Thanks to the federal government's relentless push to cut spending, Walmart's shoppers are hurting and so is the retailing giant.
The company announced on Thursday that it expects relatively weak sales at the end of the year, as its shoppers, struggling under a range of cuts in government programs and benefits are having trouble making ends meet.
"We know the customer continues to be challenged by ongoing uncertainty around health care costs, the payroll tax increase and recent SNAP [food stamp] reductions," Walmart U.S. CEO Bill Simon said on a recording announcing the company's third quarter earnings.
Wal-Mart's reduced outlook comes as the company reported a 2.8 percent increase in its third-quarter profit, but saw a revenue shortfall. Its shares slipped in premarket trading Thursday.
Walmart counts on the money it takes in from food stamps. The company nets about 18 percent of all food stamp dollars. Congress slashed food stamp benefits earlier this month, a move that could hurt Walmart and other retailers.
Simon's comments on Thursday seemed to conflict with remarks he made earlier this year claiming that the retailer might actually benefit from the food stamp reduction because when shoppers become more concerned about price, Walmart becomes more relevant.
Walmart shoppers are also reeling from an increase in the payroll tax and the government shutdown that dinged their confidence, company officials said on the call.
Against this background, Wal-Mart is raising its game for the holiday shopping season, which accounts for anywhere from 20 percent to 40 percent of retailers' annual revenues.
Like other rivals, the discounter is kicking off the official start earlier into Thanksgiving. It brought back its holiday layaway program and says it is sharpening prices on key holiday items even more than last year. Wal-Mart is also aggressively promoting holiday items on its website.
"The retail environment, both in stores and online, remains competitive," said Mike Duke, president and CEO of Wal-Mart Stores Inc. said in a pre-recorded conference call. "At the same time, some customers feel uncertainty about the economy, government, jobs stability and their need to take care of their families through the holidays. "
Wal-Mart said that it earned $3.74 billion, or $1.14 per share in the three-month period ended Oct. 31. That compares with $3.64 billion, or $1.08 per share, in the year-ago period.
Net sales rose 1.6 percent to $114.88 billion, up 1.6 percent in the year ago period.
Analysts were expecting earnings of $1.13 per share on net sales of $116.9 billion.
U.S. Wal-Mart stores, which account for 58 percent of the company's total sales, posted the third straight quarter of declines in a key revenue figure after six consecutive quarters of increases. Revenue at stores open at least a year — considered an important measure of a retailer's performance — fell 0.3 percent at Wal-Mart's U.S. stores. Analysts were expecting the figure to be unchanged.
Wal-Mart said that the quarter started slower than it would have liked but picked up in September and October.

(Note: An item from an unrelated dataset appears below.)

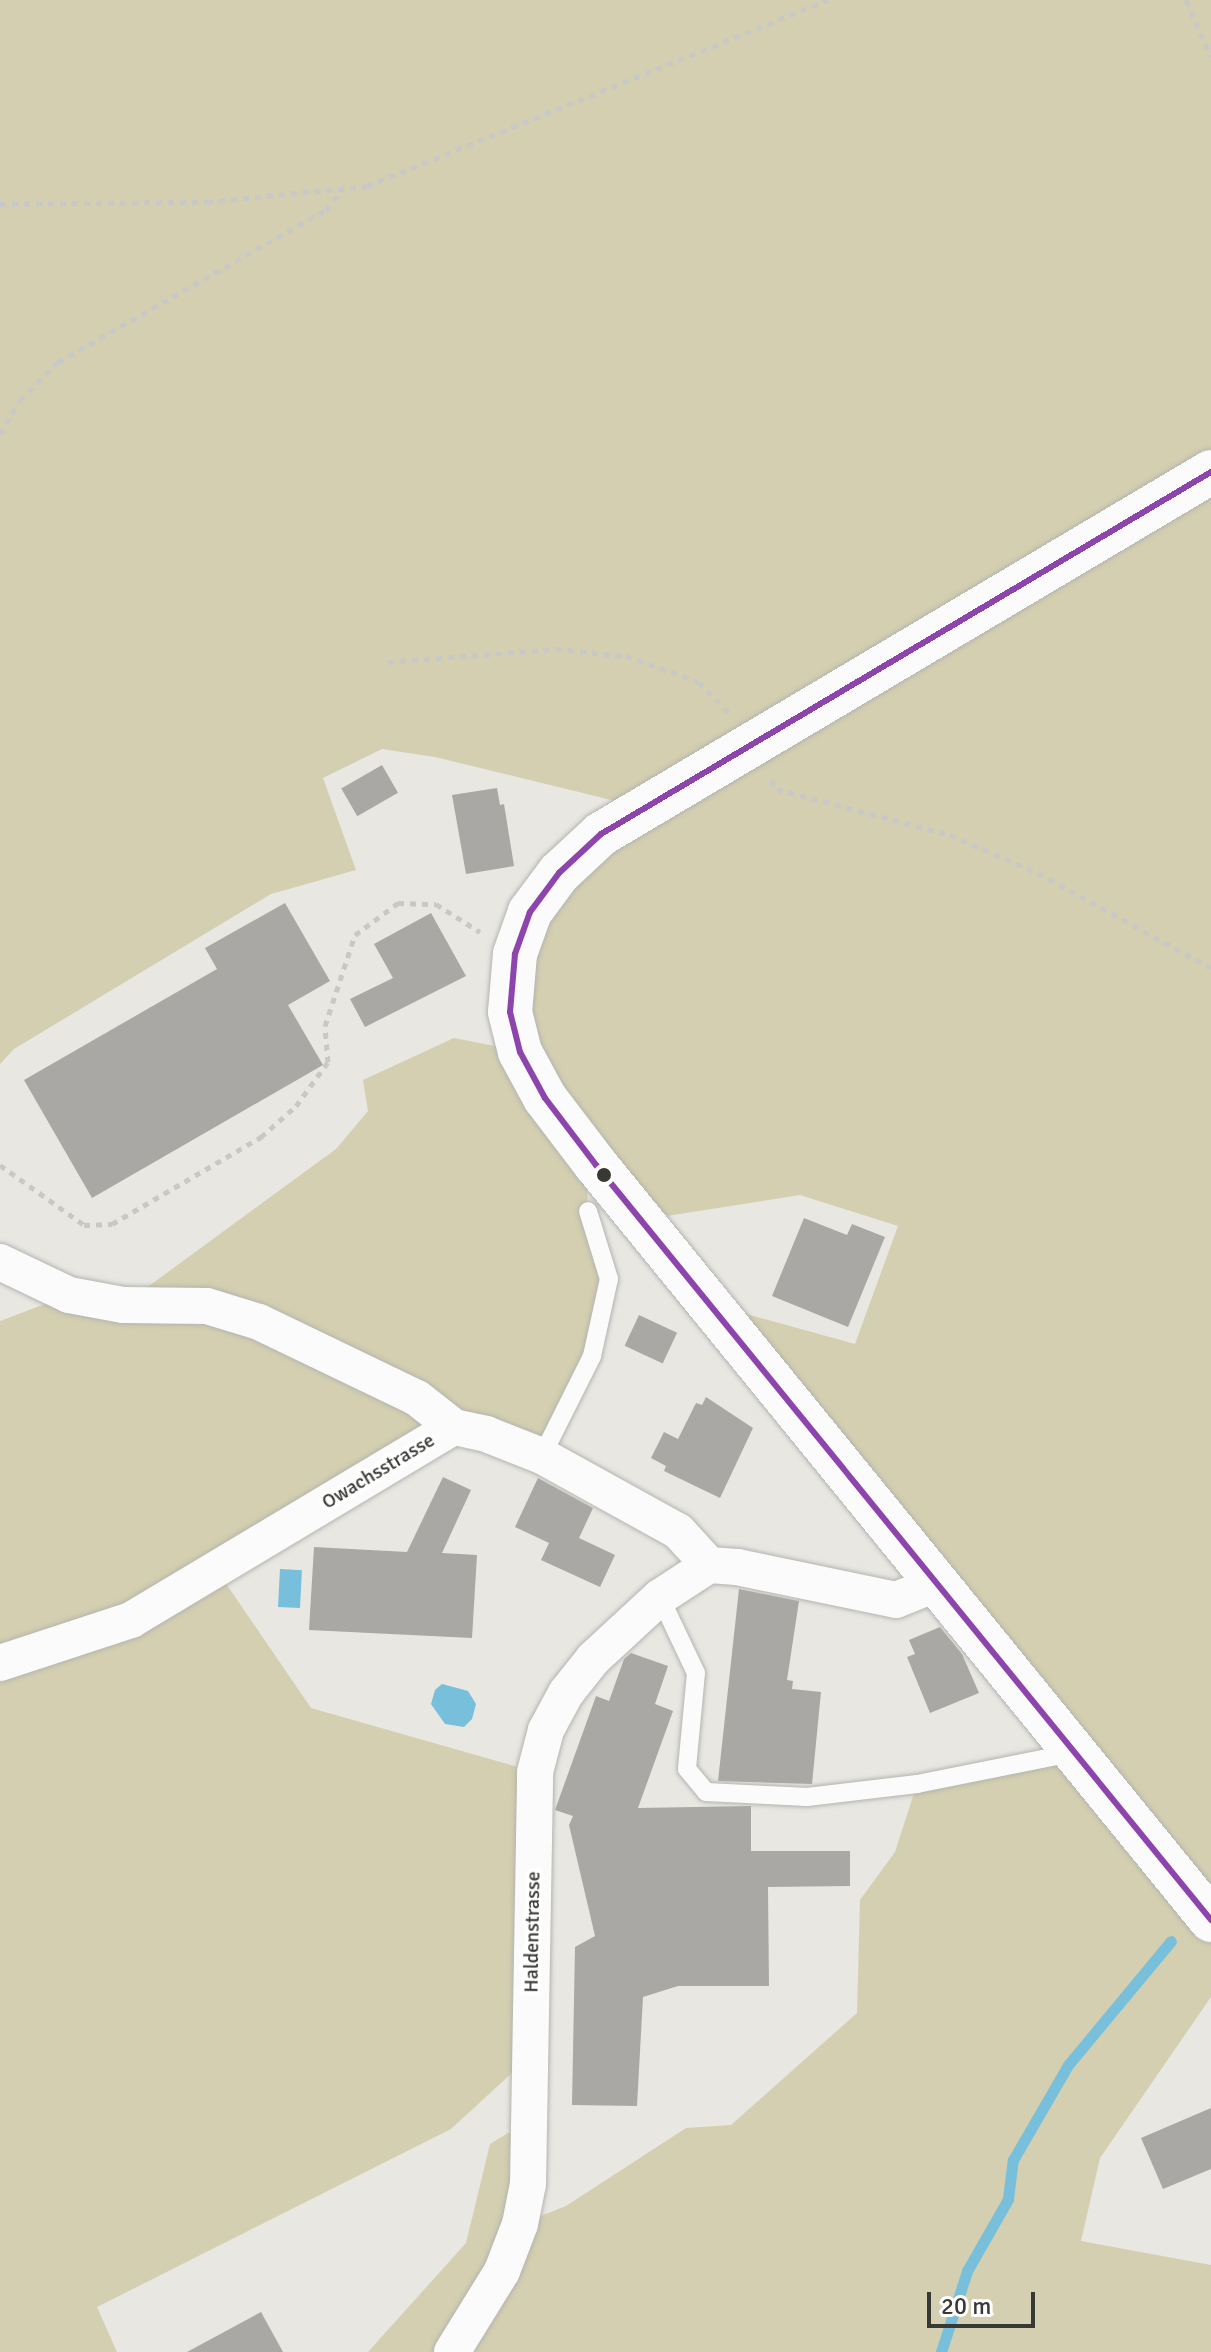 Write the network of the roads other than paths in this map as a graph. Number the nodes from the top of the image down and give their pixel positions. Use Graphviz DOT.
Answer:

The overall figure was down 0.1 percent, including a 1.1 percent increase at Sam's Clubs.
The company expects that figure to be unchanged for Wal-Mart's U.S. stores for the fourth quarter.
Overall, total sales increased 2.4 percent for Wal-Mart's U.S. business, 1.1 percent at Sam's Clubs and 0.2 percent at Wal-Mart's international business.
The company said that for the fourth quarter, it expects earnings per share to be in the range of $1.50 to $1.60. It said that results would be hurt by the company's move, announced in late summer, to close 50 under-performing stores in Brazil and China.
The company expects adjusted earnings per share for the fourth quarter to be $1.60 to $1.70.
For the year, Wal-Mart now expects earnings per share to be from $5.01 per share to $5.11 per share. That compares with its forecast made in August of $5.10 and $5.30 per share. That was downgraded from May's forecast.
Wal-Mart expects adjusted earnings per share for the full year to be $5.11 to $5.21.
Analysts expected adjusted earnings of $1.69 per share for the fourth quarter and $5.19 per share for the full year, according to FactSet.
Its shares fell $1.37, or 1.7 percent, to $77.53 in premarket trading about an hour before the market opening.